Data shown section start
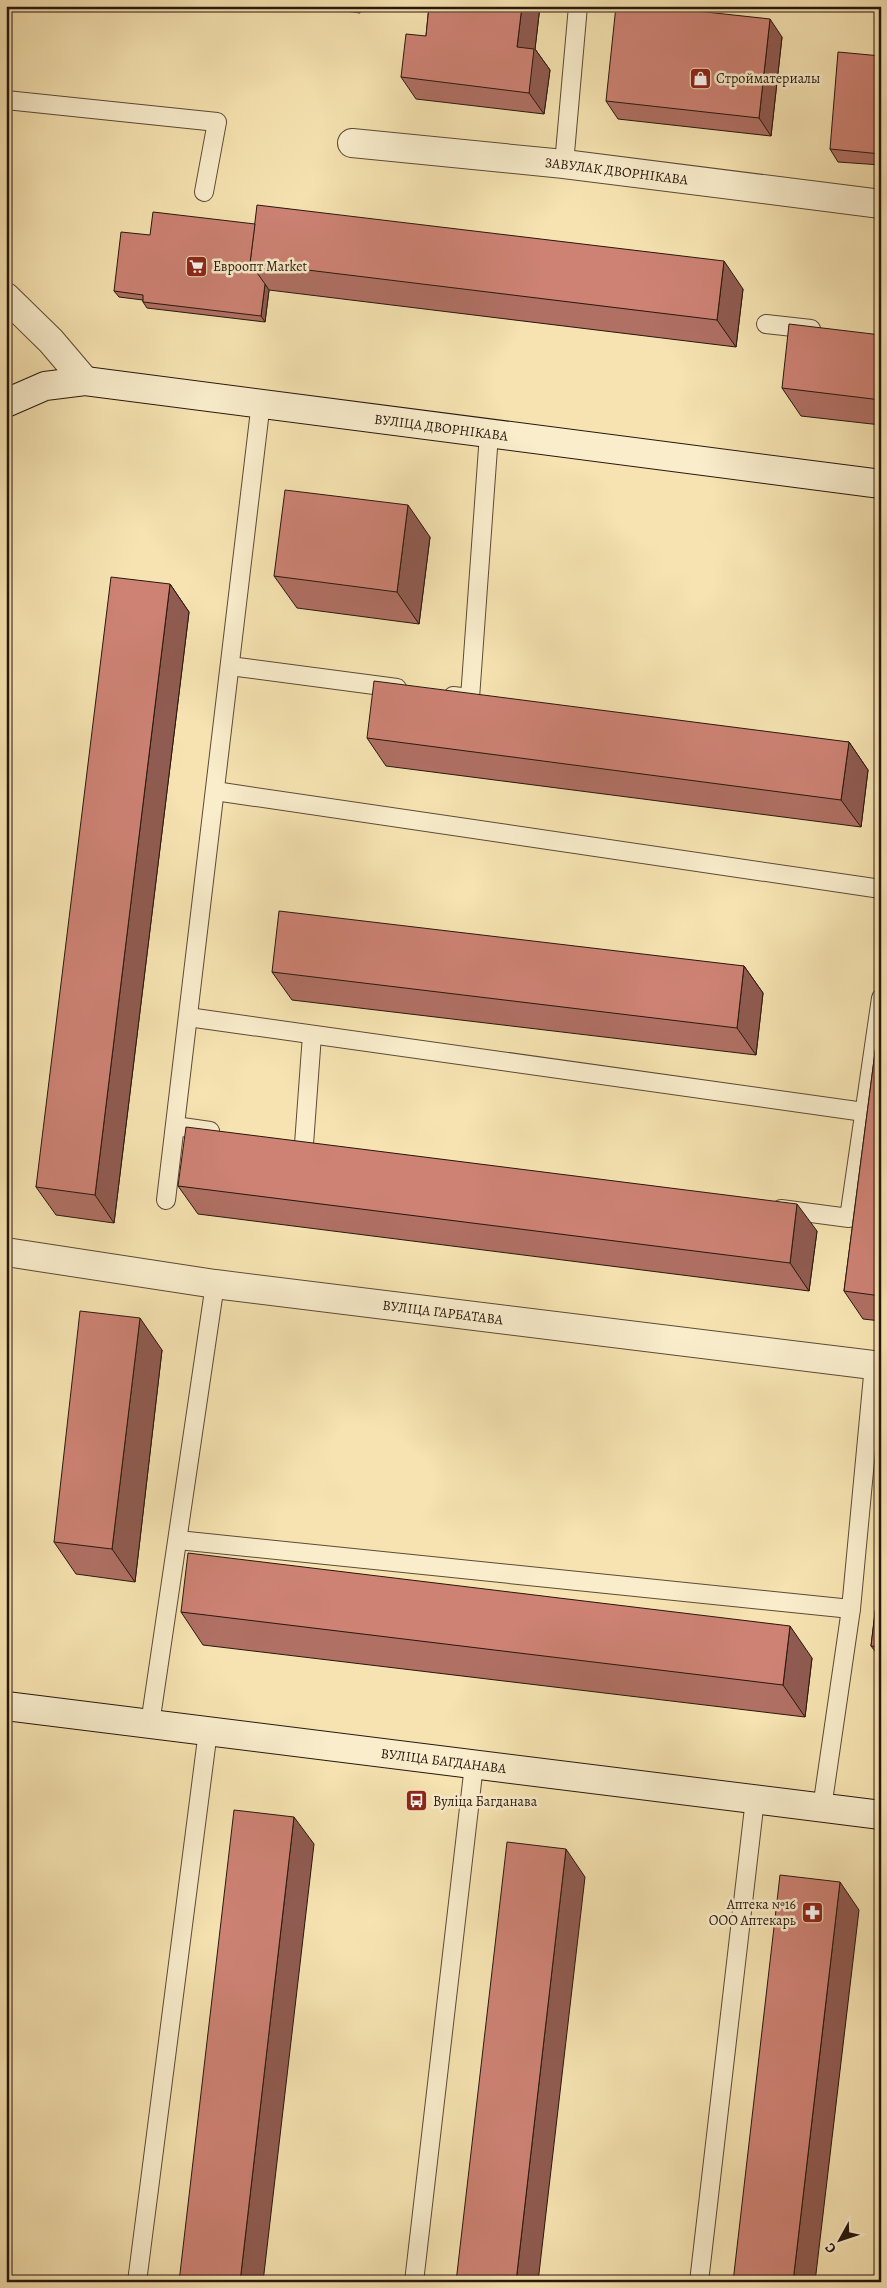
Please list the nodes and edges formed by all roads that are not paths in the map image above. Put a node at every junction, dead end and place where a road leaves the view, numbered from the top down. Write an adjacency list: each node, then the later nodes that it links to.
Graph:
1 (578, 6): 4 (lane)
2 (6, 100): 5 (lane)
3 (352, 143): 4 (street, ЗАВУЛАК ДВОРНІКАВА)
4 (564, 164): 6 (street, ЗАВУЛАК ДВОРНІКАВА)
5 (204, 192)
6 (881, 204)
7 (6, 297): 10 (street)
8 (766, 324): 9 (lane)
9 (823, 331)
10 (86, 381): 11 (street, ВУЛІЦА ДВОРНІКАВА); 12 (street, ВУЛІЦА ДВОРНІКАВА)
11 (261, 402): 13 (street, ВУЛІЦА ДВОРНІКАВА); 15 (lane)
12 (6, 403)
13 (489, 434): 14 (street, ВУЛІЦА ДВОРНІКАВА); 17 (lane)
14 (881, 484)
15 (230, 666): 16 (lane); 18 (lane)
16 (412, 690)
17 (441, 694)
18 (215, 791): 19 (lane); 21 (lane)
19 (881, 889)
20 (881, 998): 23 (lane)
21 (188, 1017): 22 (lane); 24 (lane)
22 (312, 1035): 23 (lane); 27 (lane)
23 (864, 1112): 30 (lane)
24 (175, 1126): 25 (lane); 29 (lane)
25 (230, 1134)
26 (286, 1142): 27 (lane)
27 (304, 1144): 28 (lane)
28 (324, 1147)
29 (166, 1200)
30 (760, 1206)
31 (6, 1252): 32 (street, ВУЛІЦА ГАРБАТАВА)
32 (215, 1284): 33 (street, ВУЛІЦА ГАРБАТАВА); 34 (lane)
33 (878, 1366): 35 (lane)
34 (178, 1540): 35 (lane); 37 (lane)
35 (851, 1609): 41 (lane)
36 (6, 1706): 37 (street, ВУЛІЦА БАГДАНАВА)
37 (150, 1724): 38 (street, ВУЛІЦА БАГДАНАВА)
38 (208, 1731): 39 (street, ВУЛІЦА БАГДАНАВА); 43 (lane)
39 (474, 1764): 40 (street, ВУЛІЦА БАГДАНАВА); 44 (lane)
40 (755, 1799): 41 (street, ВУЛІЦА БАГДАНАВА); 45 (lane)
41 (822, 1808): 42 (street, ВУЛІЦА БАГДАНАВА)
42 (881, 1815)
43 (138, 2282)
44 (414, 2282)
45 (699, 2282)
Data shown section end
Data shown section start
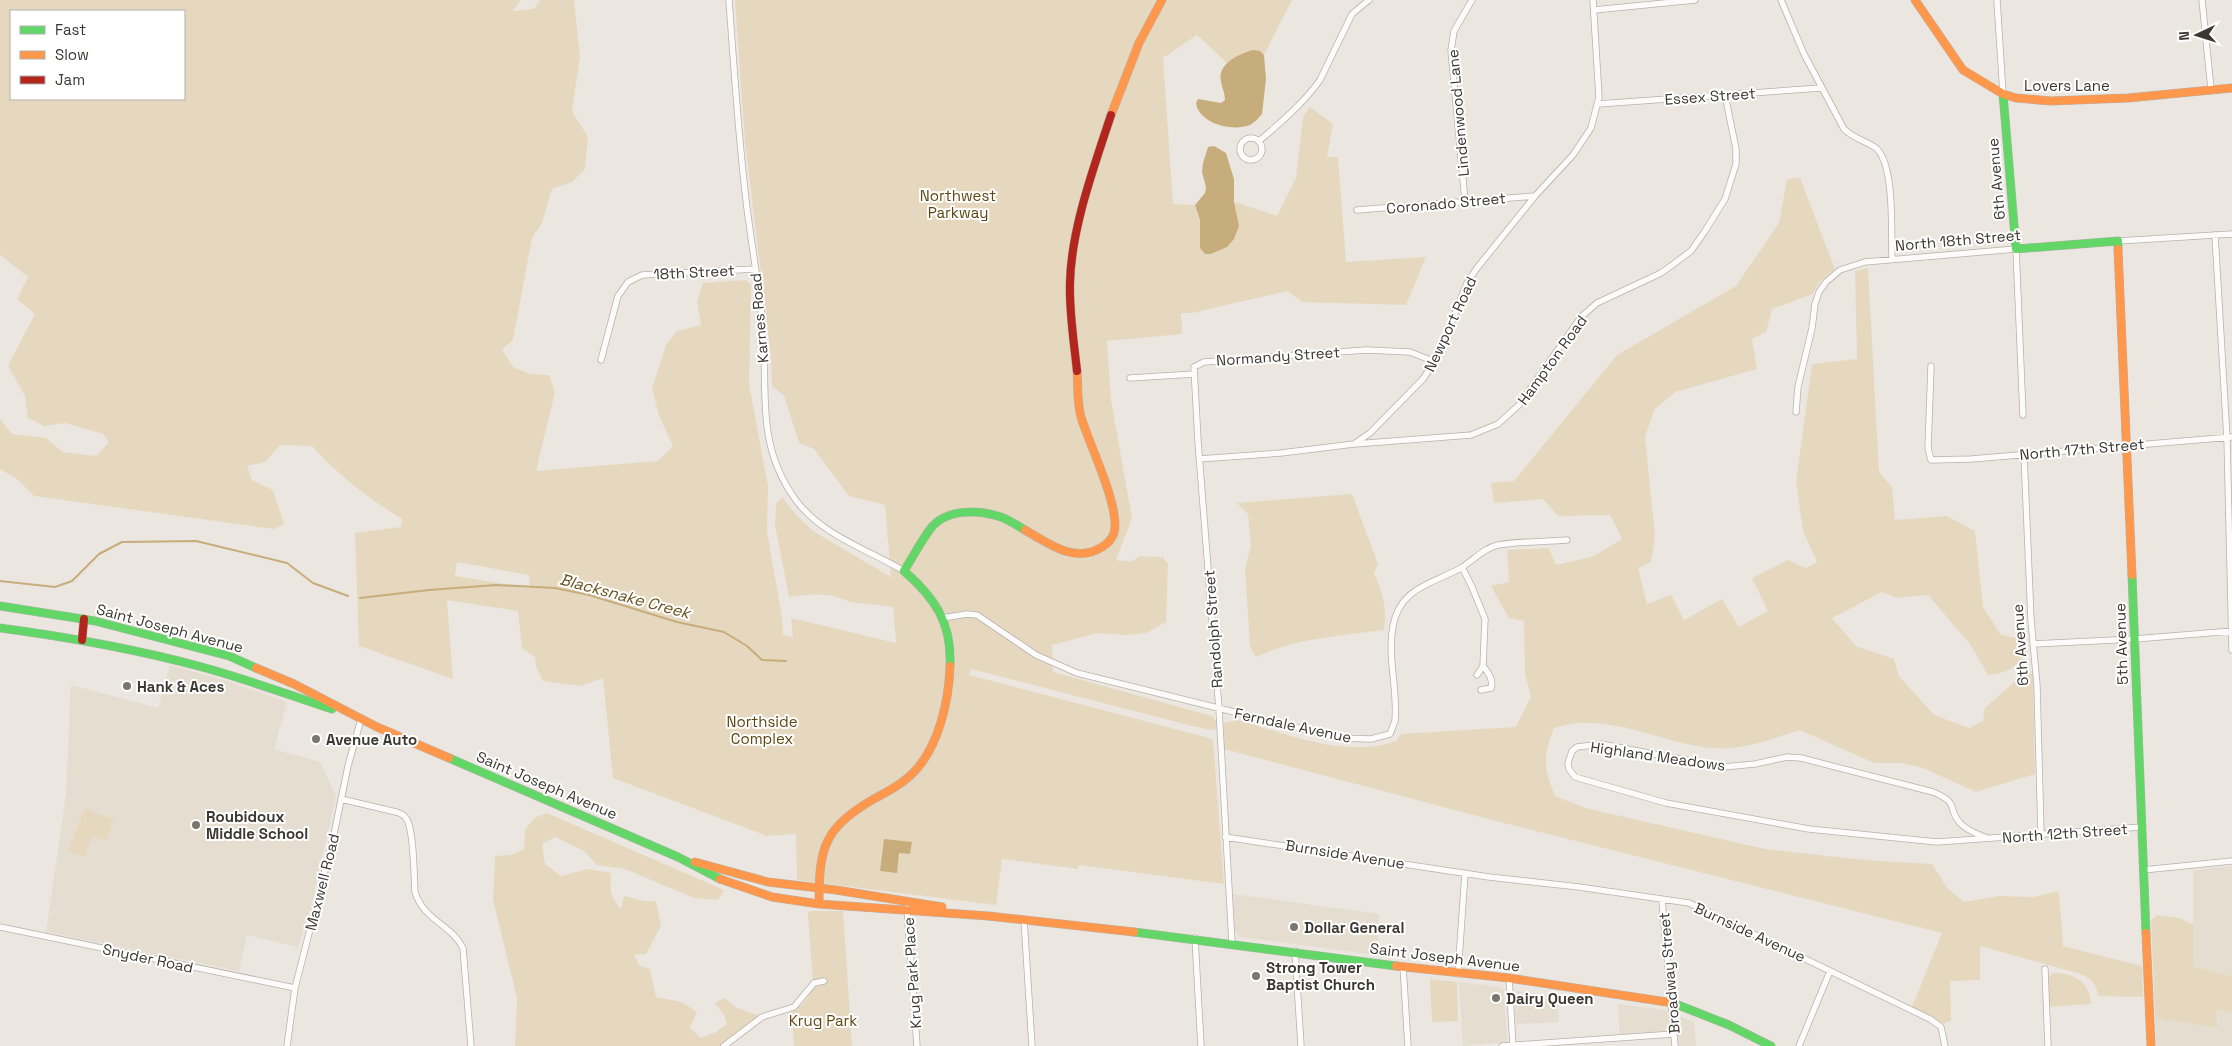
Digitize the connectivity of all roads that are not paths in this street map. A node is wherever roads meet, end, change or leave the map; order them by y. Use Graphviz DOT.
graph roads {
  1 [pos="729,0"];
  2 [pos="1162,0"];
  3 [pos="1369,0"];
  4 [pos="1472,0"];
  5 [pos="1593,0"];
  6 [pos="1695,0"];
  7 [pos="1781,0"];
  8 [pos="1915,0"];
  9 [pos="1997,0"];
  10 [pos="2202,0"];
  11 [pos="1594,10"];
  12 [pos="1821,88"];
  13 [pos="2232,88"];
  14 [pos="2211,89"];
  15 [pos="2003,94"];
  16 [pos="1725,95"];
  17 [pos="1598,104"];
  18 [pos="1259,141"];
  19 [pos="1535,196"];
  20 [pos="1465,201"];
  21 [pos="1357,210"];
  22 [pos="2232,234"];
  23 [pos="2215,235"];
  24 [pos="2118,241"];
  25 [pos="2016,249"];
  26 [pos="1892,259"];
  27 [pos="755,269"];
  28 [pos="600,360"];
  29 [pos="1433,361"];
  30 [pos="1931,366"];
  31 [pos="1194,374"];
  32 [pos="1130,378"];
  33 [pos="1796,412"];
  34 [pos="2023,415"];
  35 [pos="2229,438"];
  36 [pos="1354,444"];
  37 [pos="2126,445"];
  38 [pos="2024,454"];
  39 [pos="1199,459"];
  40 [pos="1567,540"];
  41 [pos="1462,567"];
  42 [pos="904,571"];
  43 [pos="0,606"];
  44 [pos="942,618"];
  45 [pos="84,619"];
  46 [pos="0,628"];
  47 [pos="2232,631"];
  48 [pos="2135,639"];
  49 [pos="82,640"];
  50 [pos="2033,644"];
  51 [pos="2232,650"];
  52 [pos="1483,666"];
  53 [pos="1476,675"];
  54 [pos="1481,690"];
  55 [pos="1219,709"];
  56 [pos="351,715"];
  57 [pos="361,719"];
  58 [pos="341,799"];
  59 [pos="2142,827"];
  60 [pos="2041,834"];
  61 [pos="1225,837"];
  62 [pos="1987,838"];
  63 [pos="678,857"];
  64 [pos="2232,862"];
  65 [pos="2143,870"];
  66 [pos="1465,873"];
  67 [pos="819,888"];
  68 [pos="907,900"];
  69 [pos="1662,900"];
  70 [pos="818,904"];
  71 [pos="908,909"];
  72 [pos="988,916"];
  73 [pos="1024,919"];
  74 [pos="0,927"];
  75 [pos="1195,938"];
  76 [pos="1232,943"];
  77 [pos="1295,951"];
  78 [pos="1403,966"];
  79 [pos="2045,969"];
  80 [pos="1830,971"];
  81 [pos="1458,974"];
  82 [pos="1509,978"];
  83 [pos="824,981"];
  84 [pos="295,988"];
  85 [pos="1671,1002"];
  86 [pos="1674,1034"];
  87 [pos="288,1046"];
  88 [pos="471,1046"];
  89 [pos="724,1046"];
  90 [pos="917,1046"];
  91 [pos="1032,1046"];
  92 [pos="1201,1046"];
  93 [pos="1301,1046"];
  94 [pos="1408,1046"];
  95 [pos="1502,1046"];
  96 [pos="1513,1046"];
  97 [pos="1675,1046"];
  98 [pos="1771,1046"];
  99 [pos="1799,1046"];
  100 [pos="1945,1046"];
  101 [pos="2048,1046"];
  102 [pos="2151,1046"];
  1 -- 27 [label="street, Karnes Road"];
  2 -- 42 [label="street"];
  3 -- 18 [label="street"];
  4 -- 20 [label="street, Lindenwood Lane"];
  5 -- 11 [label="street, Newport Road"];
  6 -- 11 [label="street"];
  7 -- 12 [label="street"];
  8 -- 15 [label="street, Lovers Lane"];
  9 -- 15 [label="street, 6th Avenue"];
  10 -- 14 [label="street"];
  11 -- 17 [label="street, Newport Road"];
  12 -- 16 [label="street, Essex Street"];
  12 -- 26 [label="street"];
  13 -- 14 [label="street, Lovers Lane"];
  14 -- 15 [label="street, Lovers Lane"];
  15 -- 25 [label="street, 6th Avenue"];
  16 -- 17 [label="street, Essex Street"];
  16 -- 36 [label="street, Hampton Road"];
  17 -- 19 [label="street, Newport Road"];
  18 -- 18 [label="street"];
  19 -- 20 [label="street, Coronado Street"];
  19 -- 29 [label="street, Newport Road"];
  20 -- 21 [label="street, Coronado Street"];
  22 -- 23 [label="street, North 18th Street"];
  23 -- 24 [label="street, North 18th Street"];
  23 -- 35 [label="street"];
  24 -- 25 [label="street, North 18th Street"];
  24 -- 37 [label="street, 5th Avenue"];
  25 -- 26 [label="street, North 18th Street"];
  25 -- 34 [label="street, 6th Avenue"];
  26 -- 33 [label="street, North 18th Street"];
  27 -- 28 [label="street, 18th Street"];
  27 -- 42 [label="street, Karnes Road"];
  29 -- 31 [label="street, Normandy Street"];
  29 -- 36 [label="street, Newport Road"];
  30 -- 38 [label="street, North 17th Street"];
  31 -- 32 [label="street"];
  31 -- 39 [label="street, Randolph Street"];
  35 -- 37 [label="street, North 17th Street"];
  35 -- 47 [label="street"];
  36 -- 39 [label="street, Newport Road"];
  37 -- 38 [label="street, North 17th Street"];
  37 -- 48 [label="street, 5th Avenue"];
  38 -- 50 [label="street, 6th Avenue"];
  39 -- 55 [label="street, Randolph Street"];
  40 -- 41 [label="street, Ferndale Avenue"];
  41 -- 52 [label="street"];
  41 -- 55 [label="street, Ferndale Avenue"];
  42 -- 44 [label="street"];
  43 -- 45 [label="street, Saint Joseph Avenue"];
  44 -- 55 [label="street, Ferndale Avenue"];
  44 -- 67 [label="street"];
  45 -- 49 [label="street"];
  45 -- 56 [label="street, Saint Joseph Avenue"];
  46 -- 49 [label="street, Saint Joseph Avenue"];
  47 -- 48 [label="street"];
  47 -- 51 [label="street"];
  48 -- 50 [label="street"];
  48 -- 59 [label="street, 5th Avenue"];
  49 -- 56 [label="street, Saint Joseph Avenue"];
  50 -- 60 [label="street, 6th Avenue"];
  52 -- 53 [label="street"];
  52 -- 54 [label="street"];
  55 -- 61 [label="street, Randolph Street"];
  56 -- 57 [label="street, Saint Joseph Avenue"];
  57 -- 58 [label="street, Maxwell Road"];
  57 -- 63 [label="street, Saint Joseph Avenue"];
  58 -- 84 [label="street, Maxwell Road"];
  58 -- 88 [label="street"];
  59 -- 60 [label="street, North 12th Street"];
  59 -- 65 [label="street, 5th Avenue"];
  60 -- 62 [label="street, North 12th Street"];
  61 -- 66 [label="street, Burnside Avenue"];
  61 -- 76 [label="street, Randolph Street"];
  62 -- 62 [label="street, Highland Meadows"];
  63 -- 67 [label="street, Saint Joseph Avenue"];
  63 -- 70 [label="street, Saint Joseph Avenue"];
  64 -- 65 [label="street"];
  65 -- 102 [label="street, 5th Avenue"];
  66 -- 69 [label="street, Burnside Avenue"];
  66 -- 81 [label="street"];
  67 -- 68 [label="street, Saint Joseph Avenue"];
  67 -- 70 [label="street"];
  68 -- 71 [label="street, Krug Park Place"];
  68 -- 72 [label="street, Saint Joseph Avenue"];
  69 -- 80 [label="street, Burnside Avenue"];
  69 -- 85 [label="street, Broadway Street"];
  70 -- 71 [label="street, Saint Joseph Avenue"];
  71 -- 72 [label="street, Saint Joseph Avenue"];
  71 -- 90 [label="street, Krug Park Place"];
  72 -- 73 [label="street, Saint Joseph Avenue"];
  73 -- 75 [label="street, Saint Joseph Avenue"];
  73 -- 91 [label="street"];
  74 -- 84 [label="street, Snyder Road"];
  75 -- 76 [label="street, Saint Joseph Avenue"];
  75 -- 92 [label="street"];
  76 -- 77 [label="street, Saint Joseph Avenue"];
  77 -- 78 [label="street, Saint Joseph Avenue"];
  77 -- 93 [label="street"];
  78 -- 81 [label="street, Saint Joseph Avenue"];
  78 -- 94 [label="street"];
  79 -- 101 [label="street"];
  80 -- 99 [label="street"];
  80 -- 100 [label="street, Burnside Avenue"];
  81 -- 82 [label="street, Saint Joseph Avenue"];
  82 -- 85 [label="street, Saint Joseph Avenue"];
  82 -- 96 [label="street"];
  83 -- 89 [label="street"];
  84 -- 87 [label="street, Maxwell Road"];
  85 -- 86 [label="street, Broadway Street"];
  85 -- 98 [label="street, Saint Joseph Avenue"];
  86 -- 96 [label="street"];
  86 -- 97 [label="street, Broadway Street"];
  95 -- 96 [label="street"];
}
Data shown section end
▸ **Instructions to follow**:
Copy each line from the data above that includes "Park".

▸ **Expected output**:
  68 -- 71 [label="street, Krug Park Place"];
  71 -- 90 [label="street, Krug Park Place"];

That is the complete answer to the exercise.